[[ SOURCE MATERIAL open ]]
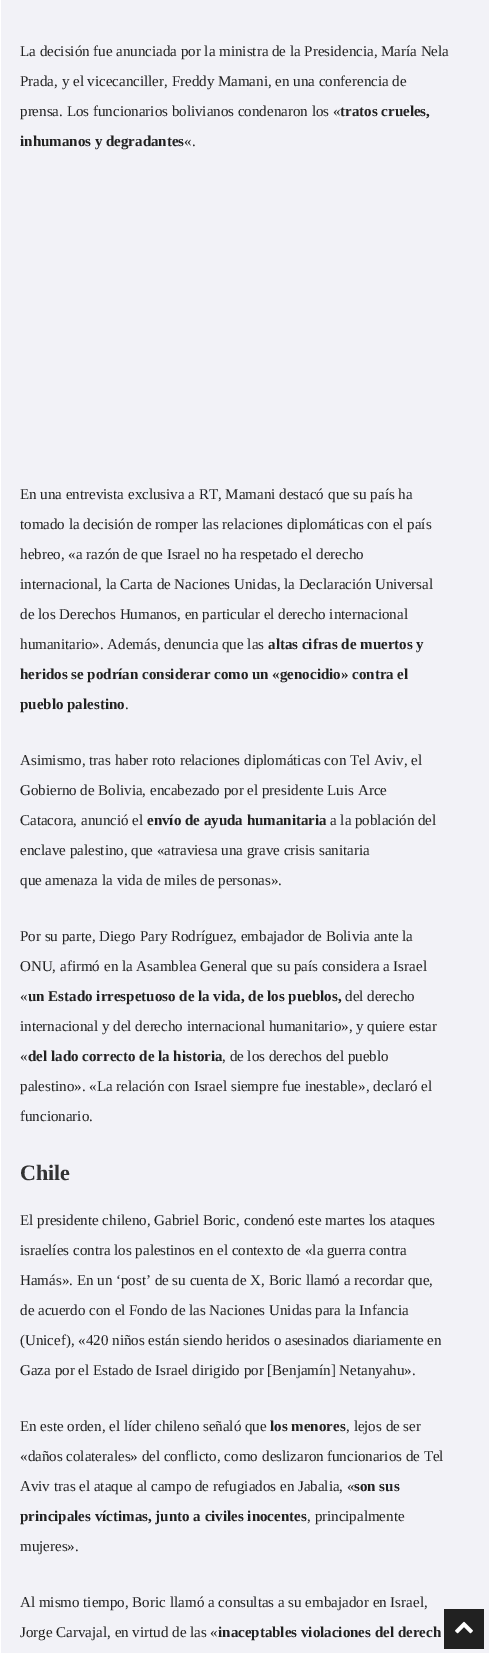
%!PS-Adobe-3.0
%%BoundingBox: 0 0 489 1653
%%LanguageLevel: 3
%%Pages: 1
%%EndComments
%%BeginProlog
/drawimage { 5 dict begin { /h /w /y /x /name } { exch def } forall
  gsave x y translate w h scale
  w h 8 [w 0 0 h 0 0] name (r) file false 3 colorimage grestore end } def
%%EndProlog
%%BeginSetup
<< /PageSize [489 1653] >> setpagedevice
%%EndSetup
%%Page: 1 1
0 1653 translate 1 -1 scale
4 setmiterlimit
1 setgray
0 0 489 1653 rectfill
0.949 0.949 0.969 setrgbcolor
1 0 488 1653 rectfill
0.129 setgray
444 1609 40 40 rectfill
(images/1.raw) 455 1621 18 13 drawimage
/LiberationSerif-Regular [15 0 0 -15 0 0] selectfont
0.133 setgray
20 56 moveto (La decisión fue anunciada por la ministra de la Presidencia, María Nela) show
20 86 moveto (Prada, y el vicecanciller, Freddy Mamani, en una conferencia de) show
20 116 moveto (prensa. Los funcionarios bolivianos condenaron los «) show
/LiberationSerif-Bold [15 0 0 -15 0 0] selectfont
340 116 moveto (tratos crueles,) show
20 146 moveto (inhumanos y degradantes) show
/LiberationSerif-Regular [15 0 0 -15 0 0] selectfont
184 146 moveto («.) show
20 499 moveto (En una entrevista exclusiva a RT, Mamani) show
279 499 moveto (destacó) show
328 499 moveto (que su país ha) show
20 529 moveto (tomado la decisión de romper las relaciones diplomáticas con el país) show
20 559 moveto (hebreo, «a razón de que Israel no ha respetado el derecho) show
20 589 moveto (internacional, la Carta de Naciones Unidas, la Declaración Universal) show
20 619 moveto (de los Derechos Humanos, en particular el derecho internacional) show
20 649 moveto (humanitario». Además, denuncia que las) show
/LiberationSerif-Bold [15 0 0 -15 0 0] selectfont
268 649 moveto (altas cifras de muertos y) show
20 679 moveto (heridos se podrían considerar como un «genocidio» contra el) show
20 709 moveto (pueblo palestino) show
/LiberationSerif-Regular [15 0 0 -15 0 0] selectfont
125 709 moveto (.) show
20 765 moveto (Asimismo, tras haber roto relaciones diplomáticas con Tel Aviv, el) show
20 795 moveto (Gobierno de Bolivia, encabezado por el presidente Luis Arce) show
20 825 moveto (Catacora,) show
81 825 moveto (anunció) show
132 825 moveto (el) show
/LiberationSerif-Bold [15 0 0 -15 0 0] selectfont
147 825 moveto (envío de ayuda humanitaria) show
/LiberationSerif-Regular [15 0 0 -15 0 0] selectfont
330 825 moveto (a la población del) show
20 855 moveto (enclave palestino, que «atraviesa una grave crisis sanitaria) show
20 885 moveto (que) show
45 885 moveto (amenaza) show
102 885 moveto (la vida de miles de personas».) show
20 941 moveto (Por su parte, Diego Pary Rodríguez, embajador de Bolivia ante la) show
20 971 moveto (ONU,) show
60 971 moveto (afirmó) show
104 971 moveto (en la Asamblea General que su país considera a Israel) show
20 1001 moveto («) show
/LiberationSerif-Bold [15 0 0 -15 0 0] selectfont
28 1001 moveto (un Estado irrespetuoso de la vida, de los pueblos,) show
/LiberationSerif-Regular [15 0 0 -15 0 0] selectfont
345 1001 moveto (del derecho) show
20 1031 moveto (internacional y del derecho internacional humanitario», y quiere estar) show
20 1061 moveto («) show
/LiberationSerif-Bold [15 0 0 -15 0 0] selectfont
28 1061 moveto (del lado correcto de la historia) show
/LiberationSerif-Regular [15 0 0 -15 0 0] selectfont
222 1061 moveto (, de los derechos del pueblo) show
20 1091 moveto (palestino». «La relación con Israel siempre fue inestable», declaró el) show
20 1121 moveto (funcionario.) show
/LiberationSerif-Bold [22 0 0 -22 0 0] selectfont
0.2 setgray
20 1180 moveto (Chile) show
/LiberationSerif-Regular [15 0 0 -15 0 0] selectfont
0.133 setgray
20 1225 moveto (El presidente chileno, Gabriel Boric,) show
244 1225 moveto (condenó) show
298 1225 moveto (este martes los ataques) show
20 1255 moveto (israelíes contra los palestinos en el contexto de «la guerra contra) show
20 1285 moveto (Hamás». En un ‘post’ de su cuenta de X, Boric llamó a recordar que,) show
20 1315 moveto (de acuerdo con el Fondo de las Naciones Unidas para la Infancia) show
20 1345 moveto (\(Unicef\), «420 niños están siendo heridos o asesinados diariamente en) show
20 1375 moveto (Gaza por el Estado de Israel dirigido por [Benjamín] Netanyahu».) show
20 1431 moveto (En este orden, el líder chileno señaló que) show
/LiberationSerif-Bold [15 0 0 -15 0 0] selectfont
270 1431 moveto (los menores) show
/LiberationSerif-Regular [15 0 0 -15 0 0] selectfont
346 1431 moveto (, lejos de ser) show
20 1461 moveto («daños colaterales» del conflicto, como) show
262 1461 moveto (deslizaron) show
327 1461 moveto (funcionarios de Tel) show
20 1491 moveto (Aviv tras el ataque al campo de refugiados en Jabalia, «) show
/LiberationSerif-Bold [15 0 0 -15 0 0] selectfont
354 1491 moveto (son sus) show
20 1521 moveto (principales víctimas, junto a civiles inocentes) show
/LiberationSerif-Regular [15 0 0 -15 0 0] selectfont
307 1521 moveto (, principalmente) show
20 1551 moveto (mujeres».) show
20 1607 moveto (Al mismo tiempo, Boric) show
170 1607 moveto (llamó) show
208 1607 moveto (a consultas a su embajador en Israel,) show
20 1637 moveto (Jorge Carvajal, en virtud de las «) show
/LiberationSerif-Bold [15 0 0 -15 0 0] selectfont
218 1637 moveto (inaceptables violaciones del derech) show
showpage
%%EOF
[[ SOURCE MATERIAL closed ]]
● REQUIREMENT
Restate word for word only the lines above from the line containing "20 56 moveto" to the line containing "132 825 moveto (el) show", both of them included.

● RESULT OF THIS TASK
20 56 moveto (La decisión fue anunciada por la ministra de la Presidencia, María Nela) show
20 86 moveto (Prada, y el vicecanciller, Freddy Mamani, en una conferencia de) show
20 116 moveto (prensa. Los funcionarios bolivianos condenaron los «) show
/LiberationSerif-Bold [15 0 0 -15 0 0] selectfont
340 116 moveto (tratos crueles,) show
20 146 moveto (inhumanos y degradantes) show
/LiberationSerif-Regular [15 0 0 -15 0 0] selectfont
184 146 moveto («.) show
20 499 moveto (En una entrevista exclusiva a RT, Mamani) show
279 499 moveto (destacó) show
328 499 moveto (que su país ha) show
20 529 moveto (tomado la decisión de romper las relaciones diplomáticas con el país) show
20 559 moveto (hebreo, «a razón de que Israel no ha respetado el derecho) show
20 589 moveto (internacional, la Carta de Naciones Unidas, la Declaración Universal) show
20 619 moveto (de los Derechos Humanos, en particular el derecho internacional) show
20 649 moveto (humanitario». Además, denuncia que las) show
/LiberationSerif-Bold [15 0 0 -15 0 0] selectfont
268 649 moveto (altas cifras de muertos y) show
20 679 moveto (heridos se podrían considerar como un «genocidio» contra el) show
20 709 moveto (pueblo palestino) show
/LiberationSerif-Regular [15 0 0 -15 0 0] selectfont
125 709 moveto (.) show
20 765 moveto (Asimismo, tras haber roto relaciones diplomáticas con Tel Aviv, el) show
20 795 moveto (Gobierno de Bolivia, encabezado por el presidente Luis Arce) show
20 825 moveto (Catacora,) show
81 825 moveto (anunció) show
132 825 moveto (el) show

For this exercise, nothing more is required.